Images with keypoint coordinates

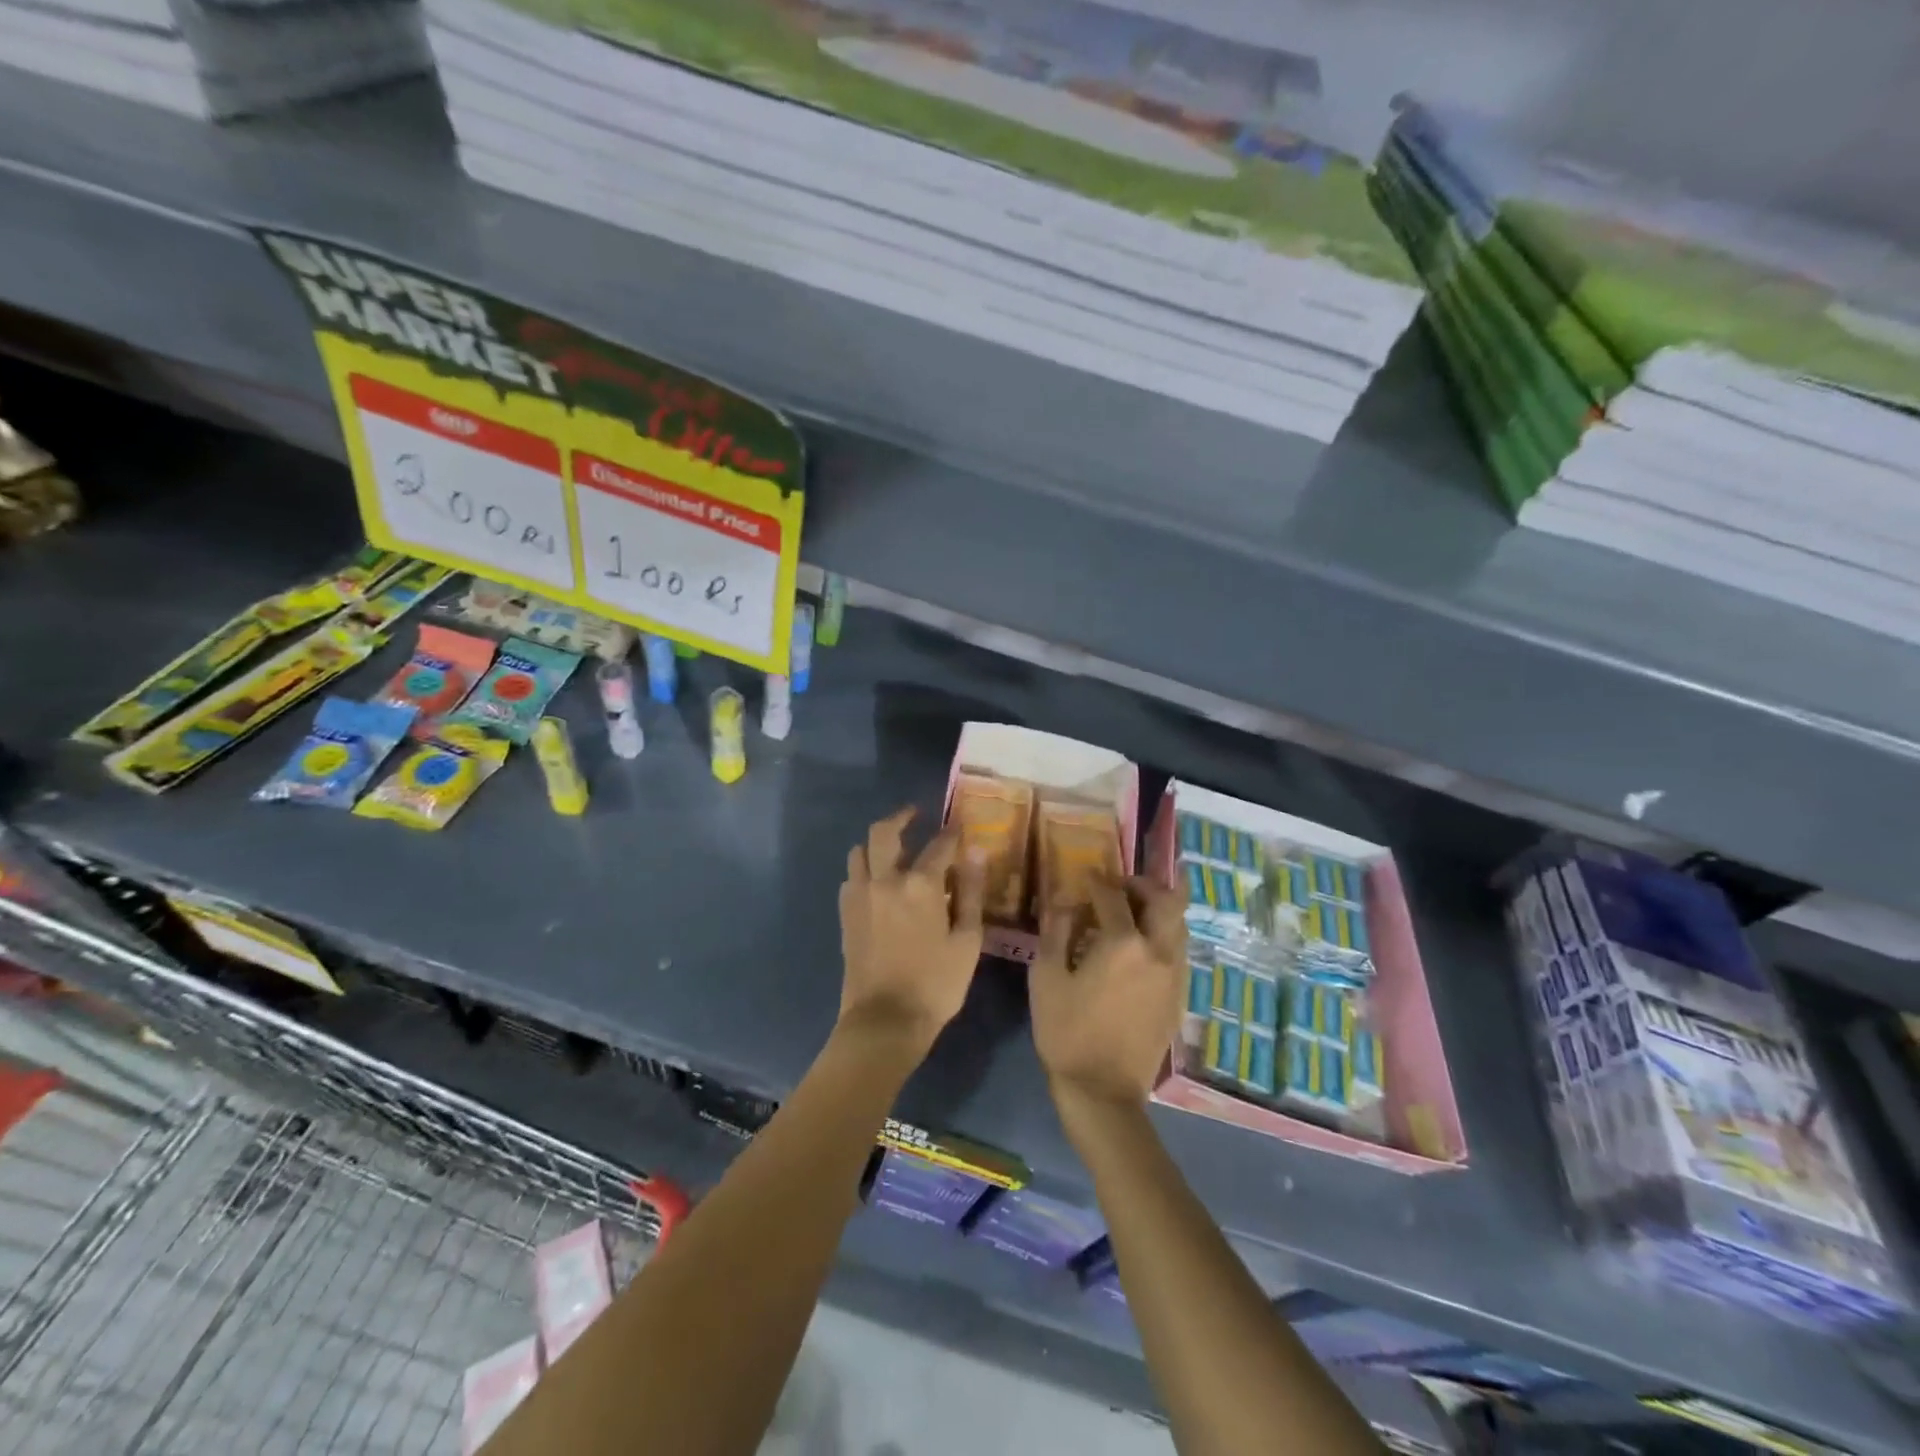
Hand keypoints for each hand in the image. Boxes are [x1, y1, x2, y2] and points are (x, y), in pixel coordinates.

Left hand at [838, 806, 985, 1051]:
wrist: (884, 1021)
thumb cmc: (936, 984)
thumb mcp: (967, 940)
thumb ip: (971, 892)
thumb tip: (975, 852)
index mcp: (920, 884)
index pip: (939, 844)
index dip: (952, 832)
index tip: (960, 827)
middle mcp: (885, 880)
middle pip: (884, 832)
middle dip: (901, 817)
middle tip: (914, 815)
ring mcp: (860, 896)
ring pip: (860, 851)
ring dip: (876, 843)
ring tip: (893, 848)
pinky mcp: (846, 914)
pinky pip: (850, 878)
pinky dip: (863, 870)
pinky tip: (876, 882)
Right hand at [1031, 875, 1187, 1120]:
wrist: (1103, 1092)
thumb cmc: (1066, 1033)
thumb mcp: (1046, 978)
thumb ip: (1056, 932)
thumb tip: (1065, 903)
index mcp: (1122, 943)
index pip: (1113, 895)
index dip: (1098, 881)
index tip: (1087, 876)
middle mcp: (1157, 951)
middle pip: (1166, 900)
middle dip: (1144, 884)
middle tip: (1122, 886)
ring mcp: (1174, 974)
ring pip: (1179, 924)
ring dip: (1160, 908)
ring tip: (1136, 910)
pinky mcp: (1180, 996)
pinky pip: (1179, 950)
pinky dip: (1165, 934)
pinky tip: (1144, 945)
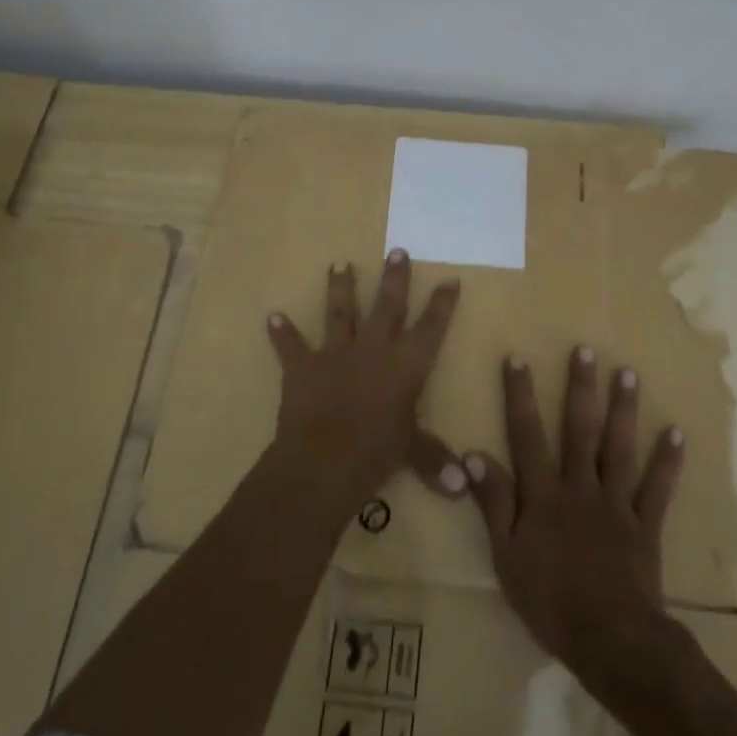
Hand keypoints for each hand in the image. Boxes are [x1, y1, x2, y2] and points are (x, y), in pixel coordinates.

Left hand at [266, 249, 466, 510]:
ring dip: (340, 288)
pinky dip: (282, 333)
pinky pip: (291, 346)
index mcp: (406, 365)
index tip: (450, 279)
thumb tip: (464, 485)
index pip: (431, 328)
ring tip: (338, 264)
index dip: (442, 304)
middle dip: (394, 278)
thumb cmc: (376, 453)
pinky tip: (272, 317)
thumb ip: (435, 460)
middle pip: (388, 306)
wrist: (323, 460)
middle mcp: (374, 348)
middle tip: (397, 250)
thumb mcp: (411, 453)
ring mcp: (336, 353)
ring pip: (340, 312)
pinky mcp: (304, 366)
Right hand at [464, 347, 685, 689]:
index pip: (527, 434)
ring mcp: (616, 503)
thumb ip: (494, 503)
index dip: (520, 395)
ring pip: (619, 448)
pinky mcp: (645, 525)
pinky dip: (667, 461)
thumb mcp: (506, 556)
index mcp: (544, 494)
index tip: (517, 358)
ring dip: (623, 409)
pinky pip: (657, 488)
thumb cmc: (550, 601)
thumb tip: (473, 456)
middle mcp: (580, 486)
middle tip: (585, 350)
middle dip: (580, 387)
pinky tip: (676, 433)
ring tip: (628, 373)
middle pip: (579, 429)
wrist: (611, 641)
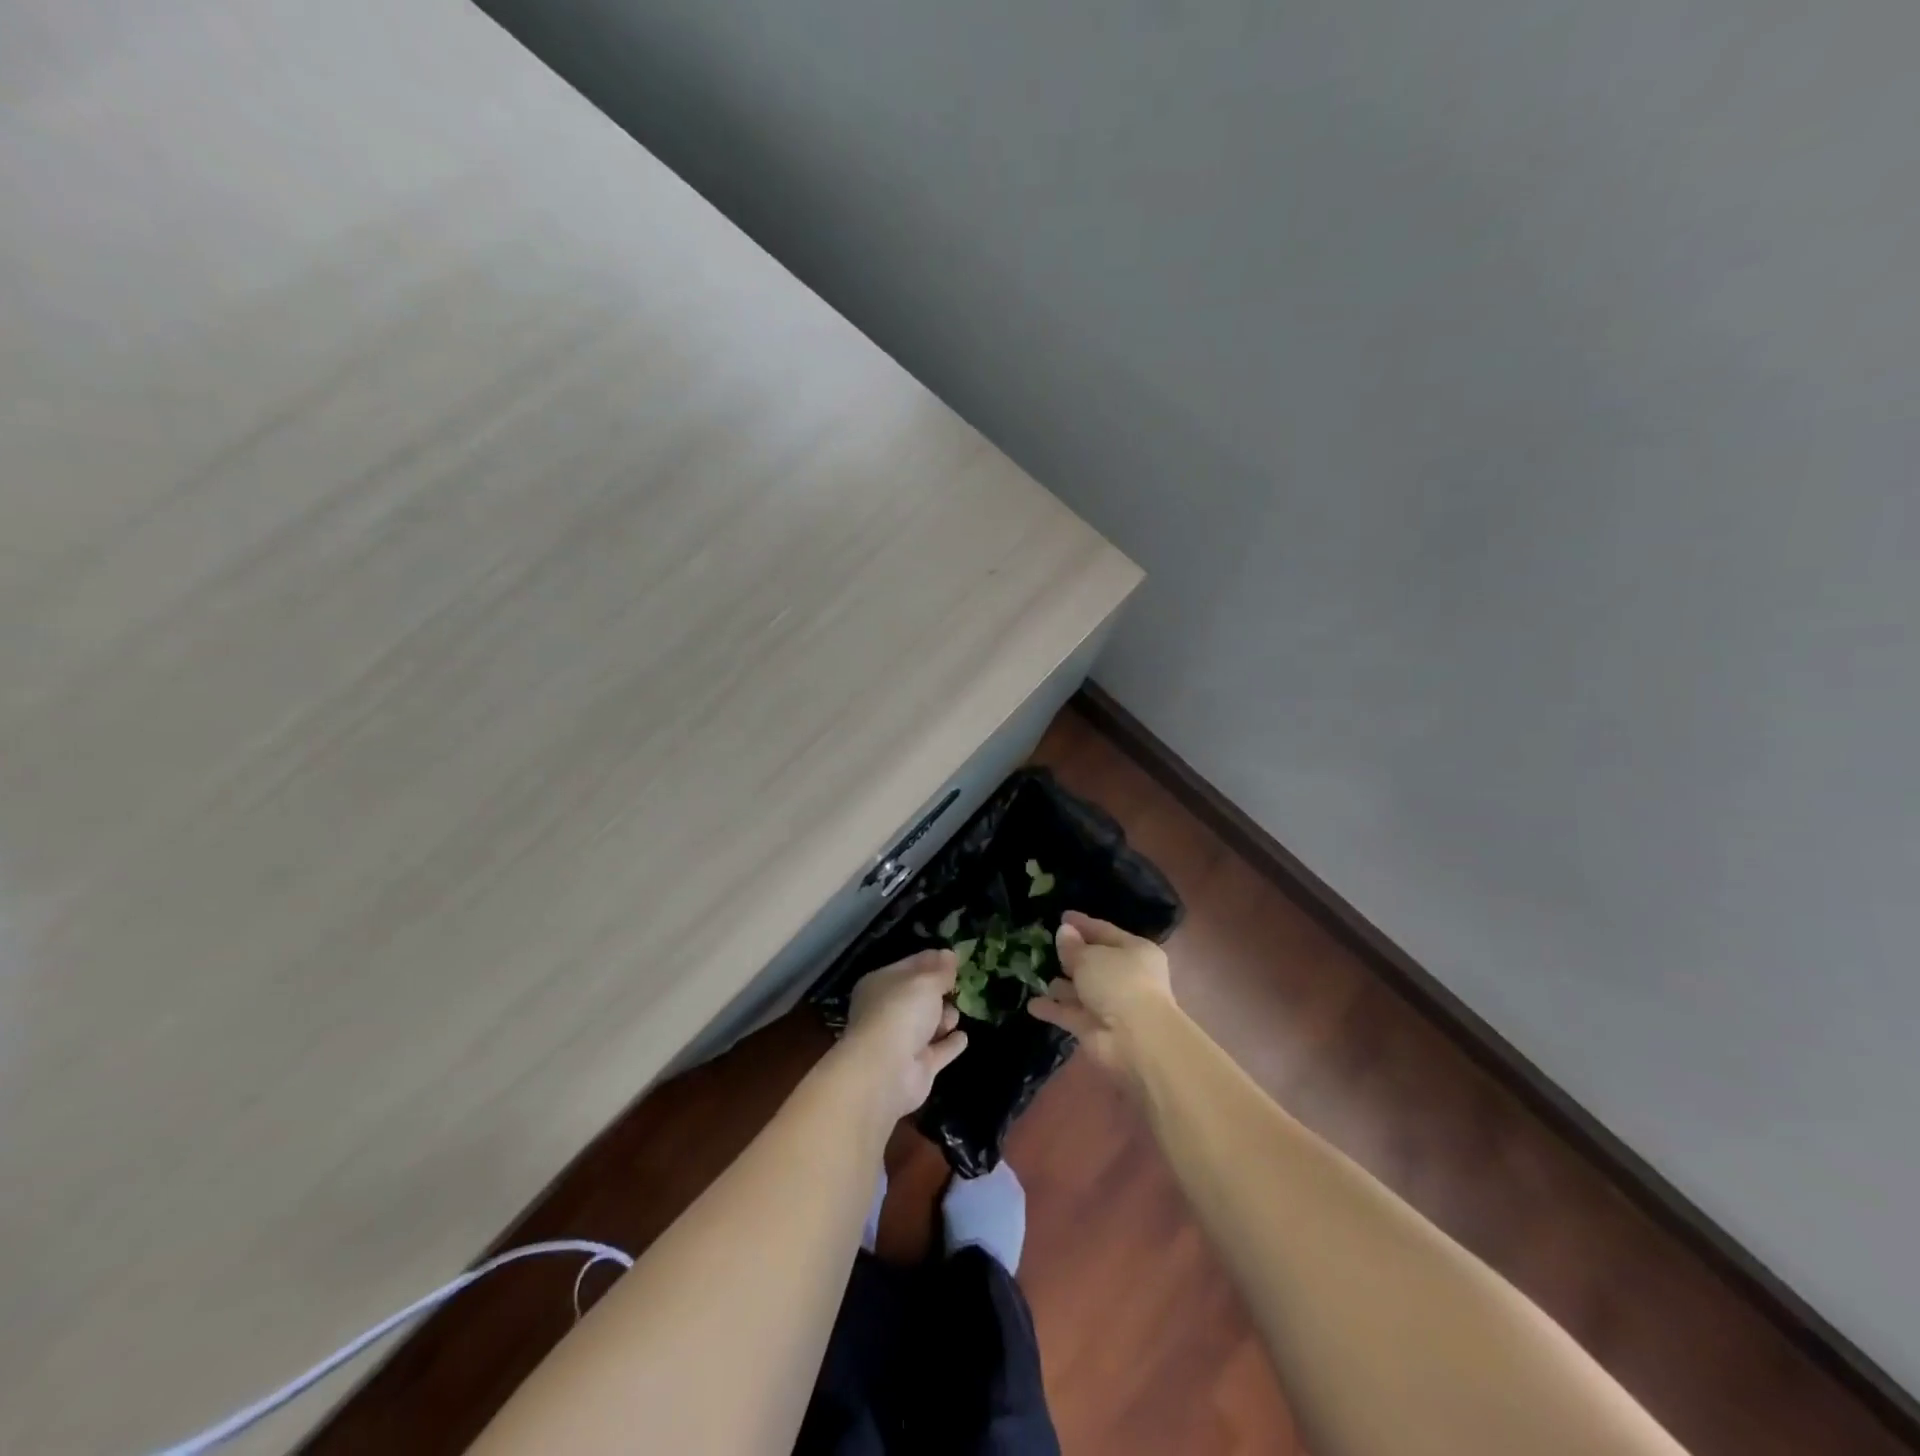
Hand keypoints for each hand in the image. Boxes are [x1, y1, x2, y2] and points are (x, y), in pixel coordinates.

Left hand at [842, 949, 969, 1119]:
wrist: (886, 1071)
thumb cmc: (901, 1012)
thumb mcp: (925, 981)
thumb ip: (940, 970)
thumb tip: (950, 954)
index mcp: (881, 984)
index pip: (910, 966)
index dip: (932, 961)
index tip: (954, 958)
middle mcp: (888, 1011)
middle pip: (920, 996)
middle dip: (939, 992)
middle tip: (958, 986)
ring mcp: (902, 1041)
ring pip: (929, 1023)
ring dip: (945, 1018)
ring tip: (950, 1018)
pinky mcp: (918, 1067)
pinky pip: (939, 1050)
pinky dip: (950, 1044)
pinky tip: (962, 1037)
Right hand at [1027, 910, 1176, 1077]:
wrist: (1135, 1040)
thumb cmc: (1119, 983)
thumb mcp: (1091, 957)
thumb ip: (1073, 946)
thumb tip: (1064, 932)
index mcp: (1134, 951)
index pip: (1105, 931)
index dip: (1083, 924)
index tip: (1062, 916)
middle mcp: (1125, 976)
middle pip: (1093, 962)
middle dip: (1071, 956)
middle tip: (1045, 946)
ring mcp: (1110, 1004)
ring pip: (1081, 990)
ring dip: (1061, 985)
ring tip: (1036, 975)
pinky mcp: (1094, 1029)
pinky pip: (1070, 1013)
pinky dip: (1053, 1009)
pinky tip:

▶ [TASK STATEMENT]
Only what runs from the line containing "index dip: (932, 961)" through the final line of the entries above belongs in the answer, restated exactly.

▶ [SOLUTION]
index dip: (932, 961)
index tip: (954, 958)
middle mcp: (888, 1011)
middle pip: (920, 996)
middle dip: (939, 992)
middle tip: (958, 986)
ring mcp: (902, 1041)
ring pip: (929, 1023)
ring dip: (945, 1018)
ring tip: (950, 1018)
pinky mcp: (918, 1067)
pinky pip: (939, 1050)
pinky dip: (950, 1044)
pinky tip: (962, 1037)
Right hand at [1027, 910, 1176, 1077]:
wrist: (1135, 1040)
thumb cmc: (1119, 983)
thumb mcp: (1091, 957)
thumb ip: (1073, 946)
thumb tip: (1064, 932)
index mcp: (1134, 951)
index pip: (1105, 931)
index dip: (1083, 924)
index tip: (1062, 916)
middle mcp: (1125, 976)
middle pip: (1093, 962)
middle dip: (1071, 956)
middle tip: (1045, 946)
ring mcp: (1110, 1004)
ring pip: (1081, 990)
ring dip: (1061, 985)
ring tip: (1036, 975)
pinky mcp: (1094, 1029)
pinky pip: (1070, 1013)
pinky dip: (1053, 1009)
pinky tip:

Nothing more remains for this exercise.